= Marina Scalafiotti =

Italian pianist and teacher

Marina Scalafiotti (born in Settimo Torinese, May 22, 1965) is an Italian pianist and teacher known for her interpretations spanning from baroque to contemporary music.

==Biography==

===Education===
Marina Scalafiotti started studying piano at the Conservatorio Giuseppe Verdi of Turin, graduating with highest honors under Amelia Careggio. She studied harpsichord with Giorgio Tabacco at the same conservatory and chamber music with the Trio di Trieste at the Scuola di Musica di Fiesole.

She refined her skills with internationally renowned masters including Maria Golia, Lazar Berman, Orazio Frugoni, Boris Petrushansky, Boris Bloch and Vincenzo Balzani. In 1995, thanks to a scholarship from the De Sono Association, she moved to Paris to study at the École Normale de Musique "Alfred Cortot" with Nelson Delle-Vigne Fabbri, a pupil of Claudio Arrau, becoming his assistant.

===Awards===
Winner at age sixteen of the Stresa International Competition in the avant-garde music section, Marina Scalafiotti has won twenty-three first prizes in national and international competitions. In 1992 she won the prestigious "Città di Treviso" competition, which led to a tour of piano and orchestra concerts under Gianandrea Noseda and Pierangelo Gelmini. She also received the Prix "Spedidam" and the award for best pianist of French school at the "Orléans XX Siècle" International Competition.

===Concert career===
Marina Scalafiotti has performed in prestigious concert halls in Europe and South America, including the Royal Concertgebouw in Amsterdam, Usher Hall in Edinburgh, Auditorium Rai in Turin, Palazzo Pitti in Florence, Salle Pleyel and Salle Cortot in Paris, and Sala Verdi in Milan.

She has collaborated with internationally renowned conductors such as Gianandrea Noseda, Gianluigi Gelmetti, Karel Mark Chichon, Ovidiu Balan and Antonello Gotta.

Her performances have been recorded by national and European radio and television broadcasters, including Rai Radio, Radio France, Bayerischer Rundfunk, RTBF, Rai, Classica and Arte.

===Teaching===
She currently teaches piano at the Conservatorio "Giuseppe Verdi" in Turin.

She has given masterclasses in Belgium, France and Spain, and has been invited as a guest lecturer under the Erasmus programme at the Hochschule für Musik und Theater Hamburg and McGill University in Montreal.

Since 2019 she has run the YouTube channel Telemasterclass, dedicated to piano pedagogy, with video tutorials on technique, masterclasses on repertoire pieces and performances by students and faculty.

In 2025, on the centenary of Erik Satie's death, she participated as a speaker at the international conference Satie 2025 organized by the University of Turin, presenting in Honfleur, the composer's birthplace, the paper "Satie and the echo of irony: aesthetic filiations and pianistic incarnations in the composers of the Group of Six".

===Cultural projects===
Marina Scalafiotti founded the association Orium APS, of which she is president, with the aim of creating a network between art, education and environment in the Canavese territory.

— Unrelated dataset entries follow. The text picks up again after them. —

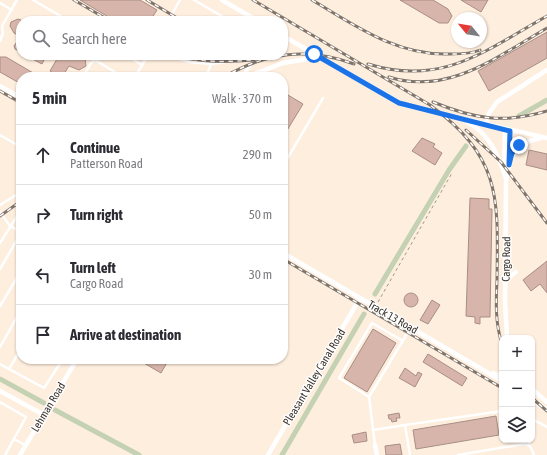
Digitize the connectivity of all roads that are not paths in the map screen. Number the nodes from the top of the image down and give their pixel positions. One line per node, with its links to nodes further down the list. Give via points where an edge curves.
1 (17, 0): 7 (lane)
2 (33, 0): 9 (lane)
3 (180, 0): 10 (lane)
4 (194, 0): 11 (lane)
5 (222, 0): 8 (street)
6 (0, 3): 7 (lane)
7 (12, 10): 13 (lane, via 2,26)
8 (248, 15)
9 (60, 16)
10 (171, 16)
11 (221, 16)
12 (288, 39): 14 (street)
13 (0, 41)
14 (320, 57): 30 (street, via 283,63); 34 (street, via 399,103)
15 (95, 60): 25 (lane)
16 (95, 60): 26 (lane)
17 (134, 60): 23 (lane)
18 (145, 60): 23 (lane)
19 (183, 60): 22 (lane)
20 (234, 60): 22 (lane)
21 (252, 60): 29 (street)
22 (211, 64): 28 (lane)
23 (142, 65): 27 (lane)
24 (547, 70): 35 (street, via 497,102 489,113)
25 (86, 72)
26 (115, 72)
27 (138, 72)
28 (208, 72)
29 (246, 72)
30 (260, 72)
31 (0, 86): 32 (street)
32 (16, 95)
33 (323, 98): 40 (lane)
34 (462, 118): 35 (street); 42 (street, Cargo Road, via 486,136 497,153)
35 (486, 125): 36 (street)
36 (508, 130): 38 (street); 41 (street); 42 (street)
37 (0, 135): 39 (lane)
38 (545, 138): 41 (street, Cargo Road, via 519,145 512,153)
39 (16, 144)
40 (288, 158)
41 (509, 165): 43 (street, Cargo Road)
42 (504, 171): 43 (street, Cargo Road)
43 (506, 180): 46 (street, Cargo Road)
44 (16, 195): 45 (lane)
45 (0, 205)
46 (506, 210): 48 (street); 58 (street, Cargo Road)
47 (0, 212): 50 (lane)
48 (511, 216)
49 (16, 217): 50 (lane)
50 (10, 226): 51 (lane); 53 (lane)
51 (16, 230)
52 (16, 242): 55 (lane)
53 (0, 243)
54 (288, 256): 59 (street, Track 13 Road)
55 (0, 269)
56 (516, 272): 58 (street)
57 (16, 279): 60 (lane)
58 (506, 280): 63 (street, Cargo Road)
59 (360, 298): 62 (street, Track 13 Road); 94 (street, Pleasant Valley Canal Road)
60 (0, 306)
61 (16, 319): 65 (lane)
62 (410, 327): 64 (lane); 70 (street, Track 13 Road)
63 (506, 335)
64 (402, 341): 76 (lane); 76 (lane, via 372,323 339,378)
65 (0, 347)
66 (16, 358): 71 (lane)
67 (0, 364): 71 (lane)
68 (60, 364): 71 (lane, via 44,388)
69 (74, 364): 82 (street, Lehman Road)
70 (477, 366): 72 (street); 73 (street, Track 13 Road)
71 (9, 369)
72 (499, 374)
73 (499, 379)
74 (0, 391): 82 (street)
75 (535, 392): 79 (street)
76 (369, 397): 86 (lane)
77 (0, 402): 87 (lane, via 26,417)
78 (535, 402): 80 (street)
79 (547, 402)
80 (547, 410)
81 (499, 411): 84 (lane)
82 (44, 415): 90 (street, Lehman Road)
83 (535, 420): 85 (lane)
84 (405, 425): 86 (lane); 96 (lane)
85 (547, 426)
86 (373, 430): 89 (lane)
87 (14, 439): 90 (lane); 92 (lane)
88 (529, 443): 91 (lane)
89 (375, 444): 95 (street)
90 (26, 446): 93 (street, Lehman Road)
91 (530, 446): 97 (lane, via 524,444); 98 (lane)
92 (5, 455)
93 (20, 455)
94 (268, 455)
95 (377, 455)
96 (410, 455)
97 (458, 455)
98 (534, 455)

The association organizes concerts in historic residences of the region, including castles and churches.

Through Orium APS, she organizes the concert series "AURA: Live Music, Living Places", a series of free concerts held in historic venues in Canavese, including the Castello ducale di Agliè and the Castle of Barone Canavese.

Since 2024 she has organized the Pianists Summer Retreat, a week of piano masterclasses in Orio Canavese with a "distributed school" format, with lessons held in various locations around the village.